@TonyB_ said:
How do I tell FlexSpin to assemble CALLD PA,#A with relative addressing, not CALLD PA,#S ? Thanks in advance.
The "\" is an option for requesting absolute, so I would've thought it would be relative by default ...
There are two different instructions with the name CALLD. I want the one with 20-bit A relative (opcode $FE_xx_xx_xx with no prefix) not the other one that FlexSpin gives me.
@Wuerfel_21 said:
If there's a situation where PNut gives you the A encoding and flexspin gives you the S encoding, that's probably a bug.
I've never used PNut because I can't. I can manually code the CALLD instruction with relative 20-bit #A but then it's hard to subtract skipping offset N (see here) due to the byte addressing that this CALLD uses, especially if the branch is negative. FlexSpin subtracts N from the address with no trouble for the similar instructions near the top of opcode map.
Flexspin will use absolute addressing when crossing memory type boundaries.
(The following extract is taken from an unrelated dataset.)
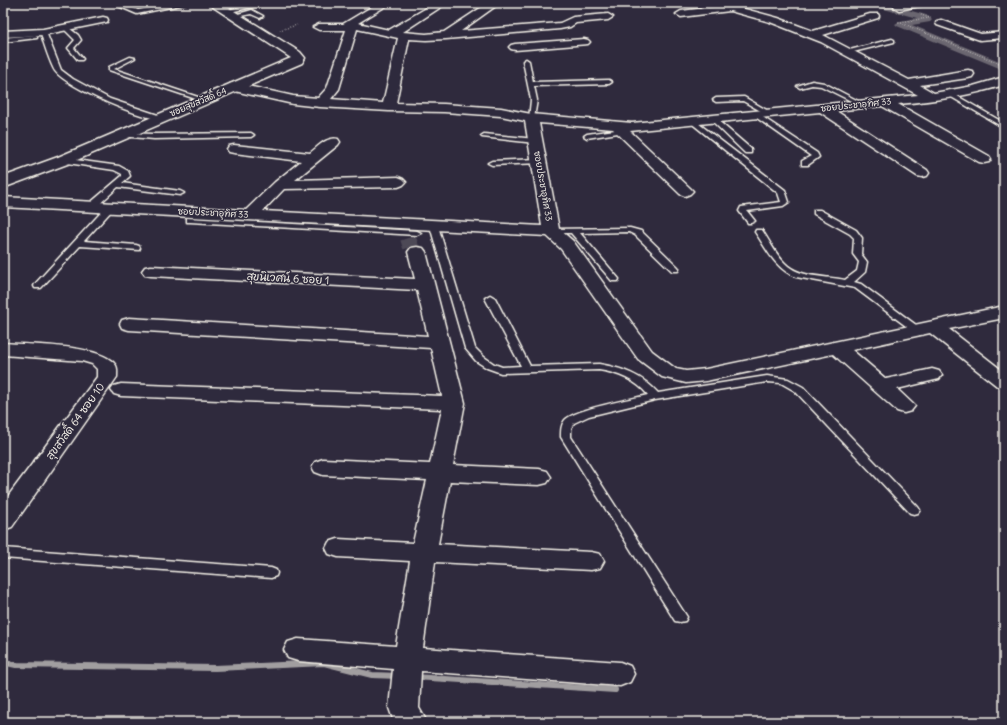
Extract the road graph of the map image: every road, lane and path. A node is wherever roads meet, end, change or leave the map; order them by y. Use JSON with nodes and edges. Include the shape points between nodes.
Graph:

If you place everything in hubRAM and make the address difference larger than 256 then Flexspin will build the instruction using relative branch and the 20-bit immediate encoding. ie: CALLD PA,#R
Snippet:
orgh $800
_main
mov pa, num
call #itod
call #putsp
call #call0
calld pa, #call1
call #call0
mov pa, num
call #itod
call #putnl
.end
waitx #500
jmp #.end
orgh $1000
call0
add num, #1
ret
call1
add num, #1
push pa
ret
@TonyB_ said:
There are two different instructions with the name CALLD. I want the one with 20-bit A relative (opcode $FE_xx_xx_xx with no prefix) not the other one that FlexSpin gives me.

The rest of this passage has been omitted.